(Brief)
Could you copy out all the lines in the material below where the word "dead" occurs?

(Data for this task)
+ + + +

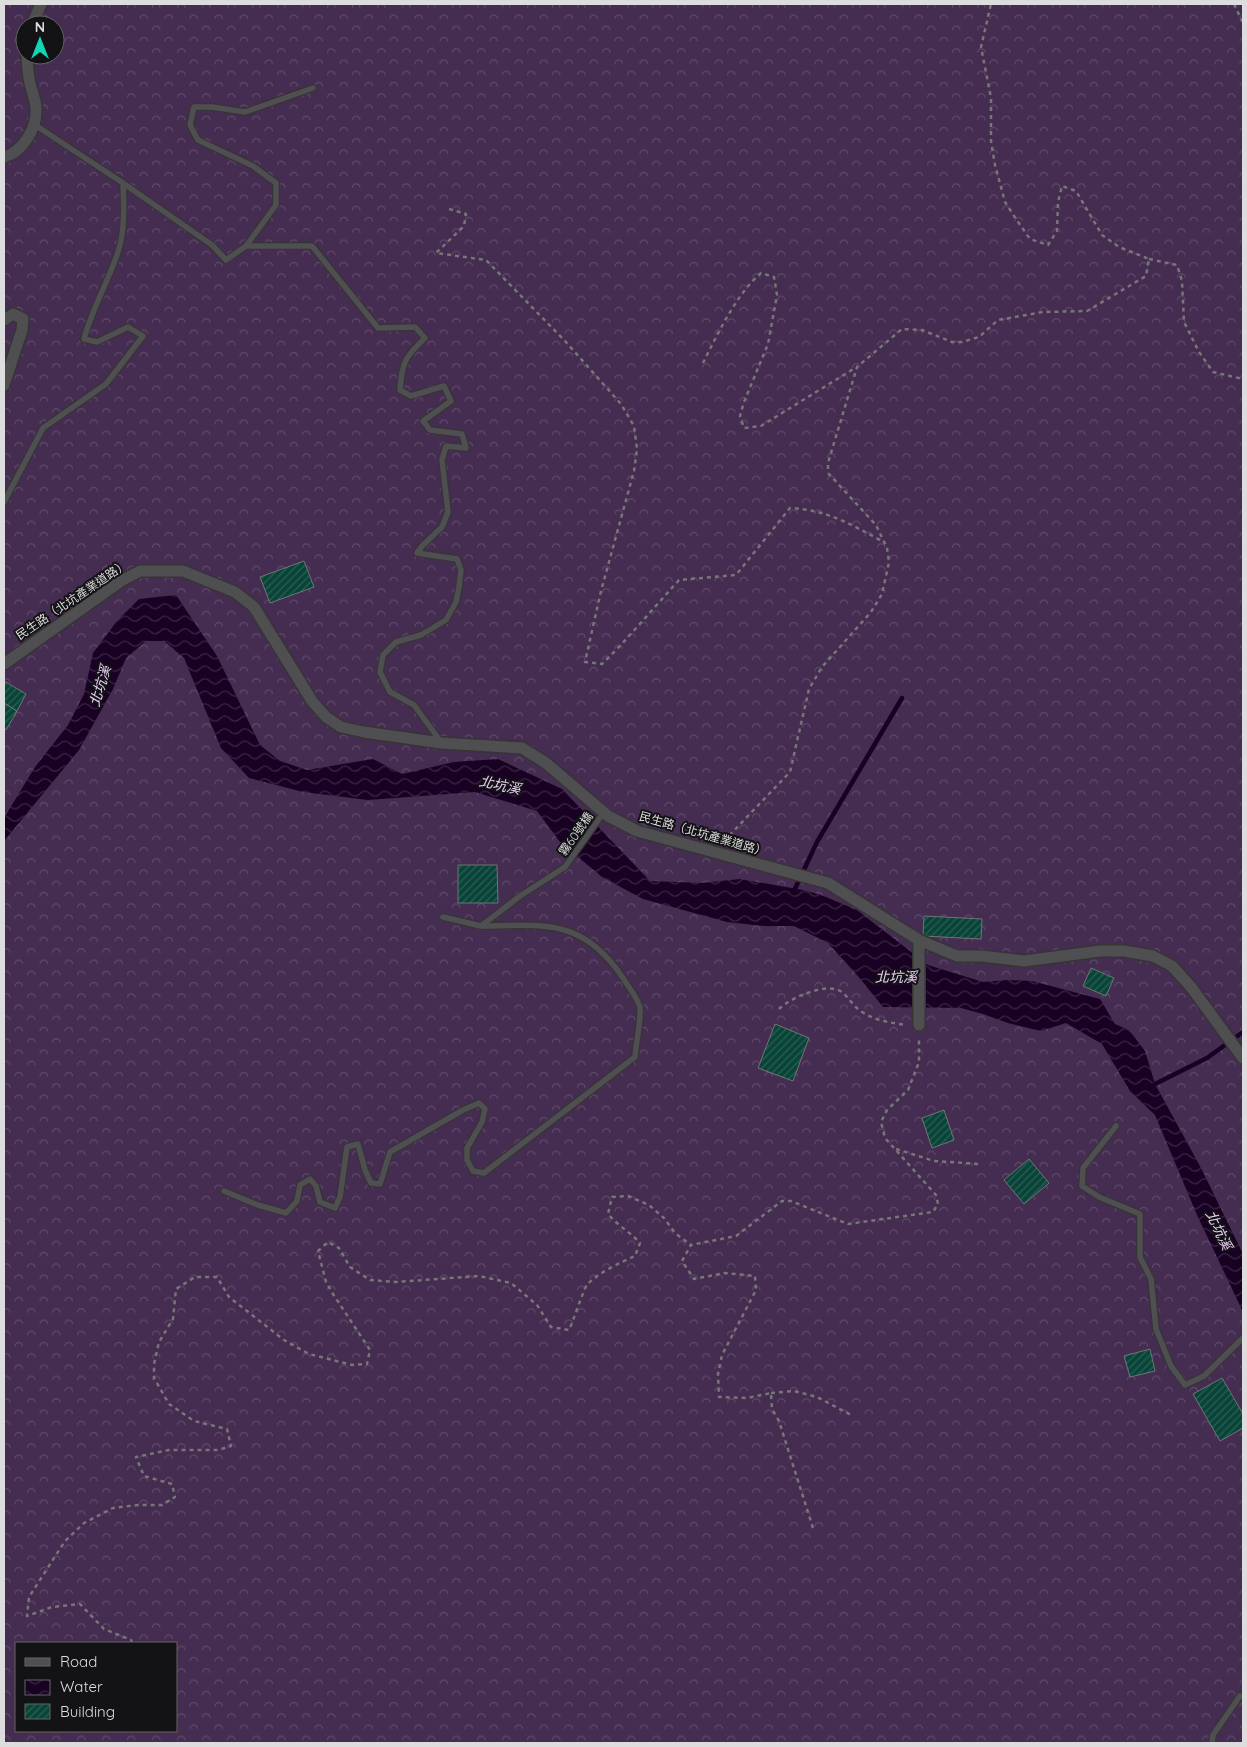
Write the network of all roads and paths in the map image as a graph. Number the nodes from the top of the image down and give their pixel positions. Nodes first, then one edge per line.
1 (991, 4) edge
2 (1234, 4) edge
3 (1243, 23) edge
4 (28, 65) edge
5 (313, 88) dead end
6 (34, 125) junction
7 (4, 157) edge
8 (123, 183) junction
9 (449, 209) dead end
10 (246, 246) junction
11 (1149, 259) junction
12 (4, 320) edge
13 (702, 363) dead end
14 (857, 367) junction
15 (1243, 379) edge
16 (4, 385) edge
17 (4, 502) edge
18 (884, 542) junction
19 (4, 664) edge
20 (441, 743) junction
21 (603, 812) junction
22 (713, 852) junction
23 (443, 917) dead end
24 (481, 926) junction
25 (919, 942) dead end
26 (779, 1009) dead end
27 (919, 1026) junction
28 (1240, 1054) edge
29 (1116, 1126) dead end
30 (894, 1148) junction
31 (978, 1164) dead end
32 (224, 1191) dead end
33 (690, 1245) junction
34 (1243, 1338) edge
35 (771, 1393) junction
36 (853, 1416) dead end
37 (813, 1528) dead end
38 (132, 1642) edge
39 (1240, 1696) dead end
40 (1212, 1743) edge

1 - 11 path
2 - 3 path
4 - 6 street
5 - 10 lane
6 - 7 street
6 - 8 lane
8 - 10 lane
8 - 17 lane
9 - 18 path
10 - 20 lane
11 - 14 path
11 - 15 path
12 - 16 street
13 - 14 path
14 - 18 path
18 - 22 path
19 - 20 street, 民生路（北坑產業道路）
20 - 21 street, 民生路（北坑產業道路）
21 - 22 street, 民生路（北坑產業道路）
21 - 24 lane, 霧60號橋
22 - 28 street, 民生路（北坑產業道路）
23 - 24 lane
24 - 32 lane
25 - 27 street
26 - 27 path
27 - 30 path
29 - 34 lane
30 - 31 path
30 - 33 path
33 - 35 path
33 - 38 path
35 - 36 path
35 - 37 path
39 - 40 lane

+ + + +

(Solution to this task)
5 (313, 88) dead end
9 (449, 209) dead end
13 (702, 363) dead end
23 (443, 917) dead end
25 (919, 942) dead end
26 (779, 1009) dead end
29 (1116, 1126) dead end
31 (978, 1164) dead end
32 (224, 1191) dead end
36 (853, 1416) dead end
37 (813, 1528) dead end
39 (1240, 1696) dead end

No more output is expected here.